Sunday, August 29, 2010

It doesn't seem like it's been five years

August 29, 2005
Hurricane Katrina devastates much of the U.S. Gulf Coast from Louisiana to the Florida Panhandle. The death toll eventually reached at least 1,600. An estimated 300 Louisiana residents died out of state; some 230 people perished in Mississippi. Property damage estimates were in the hundreds of billions of dollars.


Parts of the affected area has still not fully recovered. Please remember the victims of Hurricane Katrina.


August 29, 1958 -
Michael Joseph Jackson, the self-crowned King of Pop was born on this date.







I'm really half expected Michael and his legion of zombie dancers to swarm out of the cemetary any day now.


August 29, 1915 -
Ingrid Bergman, the Swedish three-time Academy Award, two-time Emmy Award, and Tony Award- winner (what a slouch) and "a horrible example of womanhood and a powerful influence for evil" was born (and died in 1982) on this date.



... A kiss is a lovely trick designed by nature to stop speech when words become superfluous....


August 29, 1920 -
Charles Christopher "Bird" Parker, jazz saxophonist and composer was born on this date.




August 29, 1953 -
Warner Brothers introduced Speedy Gonzalez in the cartoon Cat-Tails for Two on this date.



While this is the first cartoon featuring the character Speedy Gonzales, his depiction here is vastly different from the character he would later become. It wasn't until his second appearance, Speedy Gonzales, that he was re-designed as the character we know him as today.


August 29, 1964 -
The first movie I ever saw (but not on this date), Walt Disney’s Mary Poppins opened on this date.

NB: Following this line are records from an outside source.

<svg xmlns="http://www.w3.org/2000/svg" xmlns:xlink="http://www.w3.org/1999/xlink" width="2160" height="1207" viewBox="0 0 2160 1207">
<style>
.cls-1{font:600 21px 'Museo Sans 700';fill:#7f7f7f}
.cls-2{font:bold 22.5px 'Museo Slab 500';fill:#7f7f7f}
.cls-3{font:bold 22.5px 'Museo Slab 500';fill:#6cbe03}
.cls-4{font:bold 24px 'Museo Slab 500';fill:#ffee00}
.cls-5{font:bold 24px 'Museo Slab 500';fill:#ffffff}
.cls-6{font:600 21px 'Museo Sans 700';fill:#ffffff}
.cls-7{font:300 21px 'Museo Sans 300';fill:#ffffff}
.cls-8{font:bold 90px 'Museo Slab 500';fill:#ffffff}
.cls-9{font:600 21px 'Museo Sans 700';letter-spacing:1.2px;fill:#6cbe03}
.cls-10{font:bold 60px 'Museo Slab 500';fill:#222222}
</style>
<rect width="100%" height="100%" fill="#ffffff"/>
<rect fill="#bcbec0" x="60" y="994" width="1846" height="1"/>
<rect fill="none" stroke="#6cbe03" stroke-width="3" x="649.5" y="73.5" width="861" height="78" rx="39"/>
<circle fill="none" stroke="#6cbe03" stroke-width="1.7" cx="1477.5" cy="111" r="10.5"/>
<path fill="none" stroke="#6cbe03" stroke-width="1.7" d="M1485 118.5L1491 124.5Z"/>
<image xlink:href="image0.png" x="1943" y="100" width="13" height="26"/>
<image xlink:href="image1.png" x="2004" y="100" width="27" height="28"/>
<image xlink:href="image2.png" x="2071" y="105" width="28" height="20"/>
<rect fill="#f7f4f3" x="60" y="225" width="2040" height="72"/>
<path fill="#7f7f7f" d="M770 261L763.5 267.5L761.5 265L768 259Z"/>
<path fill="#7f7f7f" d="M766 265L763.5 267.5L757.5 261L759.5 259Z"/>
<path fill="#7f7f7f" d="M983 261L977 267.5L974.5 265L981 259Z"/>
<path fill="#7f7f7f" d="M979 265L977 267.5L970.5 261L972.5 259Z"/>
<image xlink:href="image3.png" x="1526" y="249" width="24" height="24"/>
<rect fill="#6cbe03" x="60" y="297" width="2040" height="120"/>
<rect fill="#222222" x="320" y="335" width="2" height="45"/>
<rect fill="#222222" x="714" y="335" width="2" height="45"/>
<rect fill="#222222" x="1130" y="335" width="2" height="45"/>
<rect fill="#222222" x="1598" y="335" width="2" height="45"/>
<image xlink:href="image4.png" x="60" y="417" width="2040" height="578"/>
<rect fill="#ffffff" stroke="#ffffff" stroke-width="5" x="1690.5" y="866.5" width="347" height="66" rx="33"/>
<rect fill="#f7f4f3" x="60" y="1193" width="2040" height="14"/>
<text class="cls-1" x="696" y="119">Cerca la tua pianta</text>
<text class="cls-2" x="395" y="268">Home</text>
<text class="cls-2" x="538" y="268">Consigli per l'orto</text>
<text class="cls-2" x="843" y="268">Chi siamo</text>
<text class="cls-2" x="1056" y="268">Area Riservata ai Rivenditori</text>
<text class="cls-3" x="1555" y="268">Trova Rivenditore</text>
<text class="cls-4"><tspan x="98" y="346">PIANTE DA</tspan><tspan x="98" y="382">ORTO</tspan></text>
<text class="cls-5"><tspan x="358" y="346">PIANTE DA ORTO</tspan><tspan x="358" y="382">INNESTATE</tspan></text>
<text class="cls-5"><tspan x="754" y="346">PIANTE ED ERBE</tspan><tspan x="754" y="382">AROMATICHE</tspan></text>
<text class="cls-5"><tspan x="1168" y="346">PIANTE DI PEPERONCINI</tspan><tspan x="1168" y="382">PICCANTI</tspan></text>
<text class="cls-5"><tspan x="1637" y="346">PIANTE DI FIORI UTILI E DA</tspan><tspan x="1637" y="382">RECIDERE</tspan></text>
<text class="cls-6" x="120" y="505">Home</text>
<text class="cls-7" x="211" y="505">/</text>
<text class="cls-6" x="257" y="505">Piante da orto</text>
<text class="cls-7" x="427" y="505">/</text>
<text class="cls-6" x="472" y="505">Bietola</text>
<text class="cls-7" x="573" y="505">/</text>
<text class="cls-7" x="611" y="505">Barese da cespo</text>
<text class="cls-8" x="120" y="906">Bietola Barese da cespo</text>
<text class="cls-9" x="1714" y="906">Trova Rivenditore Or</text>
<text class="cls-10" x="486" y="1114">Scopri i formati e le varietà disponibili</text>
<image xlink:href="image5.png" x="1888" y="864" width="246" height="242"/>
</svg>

Robert Wise and Ernest Lehman visited the set to view rushes of Julie Andrews' performance. She was cast immediately in the lead for The Sound of Music on the strength of that visit.


August 29, 1967 -
ABC'S television ratings soared through the roof as David Janssen and Barry Morse starred in the final episode of The Fugitive.



Some sources incorrectly state that an alternate ending for the series was planned in which Kimble would be seen removing a false arm, revealing him as the true killer. In the book The Fugitive Recaptured, Barry Morse reveals that this rumor may have started with a never-realized plan that he and David Janssen had for pulling a "false arm" gag at public appearances.


Today in History:
More on Political Philosophy...

John Locke was born on August 29, 1632. Mr. Locke was a political philosopher, and many of his ideas found their way into the American Constitution.


He is best known for his essay concerning human understanding, An Essay Concerning Human Understanding, which remains famous to this day as the shortest essay ever written.


Another important political philosopher was born this week: Jean Baptiste Colbert was born on August 29, 1619.


Colbert was the finance minister to King Louis XIV of France. His own Political Philosophy consisted of a big pile of money. This was a very effective politics, and therefore deemed insufficiently philosophical, which is why you tend to hear more about Locke and Hegel.


August 29, 1896 -
The Chinese-American dish Chop Suey was invented in New York City by the chef to visiting Chinese Ambassador Li Hung-chang.



Here is one of those bright dividing lines: if you know what chop suey is - you're old. If you've tasted chop suey - you're really old.


August 29, 1966 -
The Beatles perform their last concert before paying fans at Candlestick Park in San Francisco.



The performance marked the end of a four-year period dominated by touring and concerts including nearly sixty U.S. appearances and over one thousand four hundred internationally.



And so it goes.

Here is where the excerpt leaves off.